Emboldened by these words, and moved by a sudden impulse, Marie kissed Wilfrid, placed her arms about his neck, and, facing the Czar, said, with a proud light shining from her eyes:—

“I belong to Wilfrid, not to you.”

She was never dearer to Wilfrid than at that moment as she stood with her arms about him—to the Czar, proud and defiant, to him, all tenderness and trust. However questionable the nature of his triumph, Wilfrid would have been more than human had he not felt a thrill of pleasure. His dashing audacity could rise no higher: henceforth it must descend; he could never hope to surpass the feat of hearing an empress declare her love for him in the very presence of her husband.

Alexander drew his sword with intent to wreak vengeance upon the man who had stolen his wife’s heart.

Pauline, trembling all over, threw herself in his way.
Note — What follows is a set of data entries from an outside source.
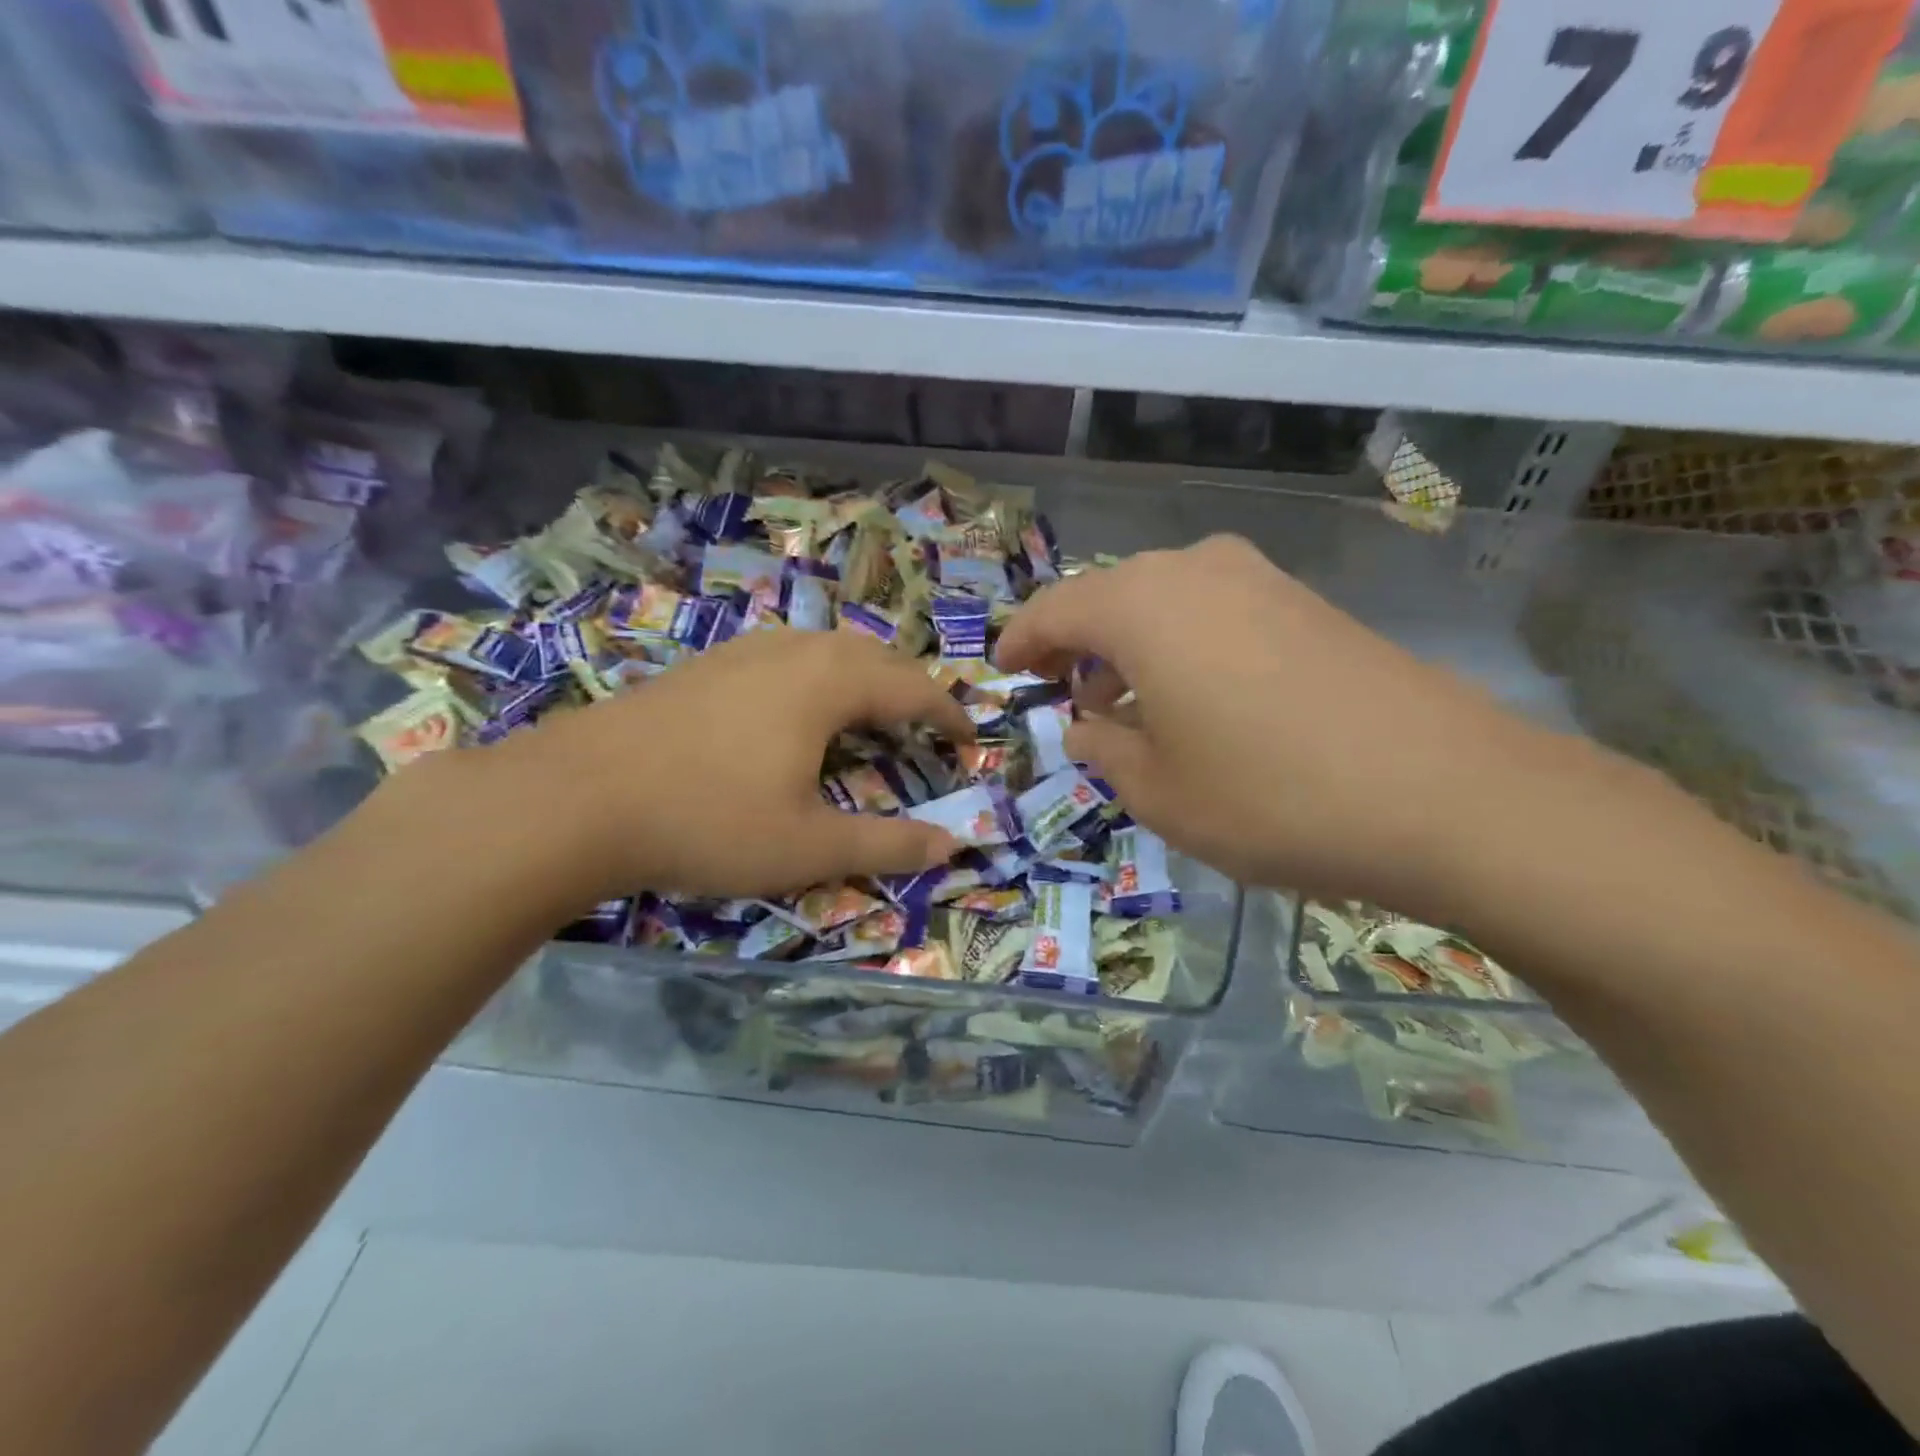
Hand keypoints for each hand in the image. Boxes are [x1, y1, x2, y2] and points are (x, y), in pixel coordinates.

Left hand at [471, 629, 972, 904]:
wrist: (574, 798)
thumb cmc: (707, 820)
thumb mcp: (808, 847)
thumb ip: (888, 845)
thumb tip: (954, 844)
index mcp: (828, 683)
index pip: (912, 688)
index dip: (948, 713)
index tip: (969, 737)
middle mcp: (792, 651)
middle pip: (872, 656)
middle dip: (909, 688)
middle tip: (925, 725)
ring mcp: (742, 651)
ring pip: (824, 649)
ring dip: (861, 676)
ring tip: (868, 713)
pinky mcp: (704, 665)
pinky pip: (784, 656)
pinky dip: (815, 676)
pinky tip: (793, 709)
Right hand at [995, 535, 1591, 914]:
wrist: (1444, 792)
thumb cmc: (1269, 795)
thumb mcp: (1159, 792)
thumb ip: (1104, 751)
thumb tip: (1086, 728)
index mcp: (1142, 606)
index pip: (1055, 610)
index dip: (1022, 642)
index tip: (1003, 669)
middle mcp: (1195, 570)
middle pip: (1111, 598)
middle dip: (1077, 645)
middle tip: (1061, 692)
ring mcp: (1260, 580)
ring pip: (1165, 602)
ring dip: (1132, 647)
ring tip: (1123, 703)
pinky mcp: (1307, 603)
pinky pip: (1216, 612)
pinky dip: (1184, 646)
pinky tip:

“No, no!—for God’s sake—your Majesty—you are risking your life! Consider your rank—Sasha!”

WILFRID DREW HIS OWN BLADE AND ASSUMED AN ATTITUDE OF DEFENCE.

By Neva’s Waters.”    Page 299.

Putting aside her detaining grasp Alexander, his blade gleaming in his hand, advanced towards the alcove amid the screams of the two women.

With a movement, as swift as it was gentle, Wilfrid detached himself from Marie’s arms, placed her behind him, drew his own blade and assumed an attitude of defence.

“Leave this apartment to me and to the Empress!” cried Alexander, pointing with his sword the way Wilfrid should go.

“If the Empress bids me,” replied Wilfrid.

But no such bidding came from the white lips of the Empress, who had sunk half-fainting upon the seat within the alcove.

Wilfrid’s words, the Czarina’s attitude, put the finishing touches to the Emperor’s fury. With a cry of “Look to yourself!” he rushed upon the defiant Englishman, but, on the very point of making a savage lunge, he stopped short; his sabre dropped; and then, his face flushing purple and his eyes rolling in their orbits, he fell prostrate on the floor.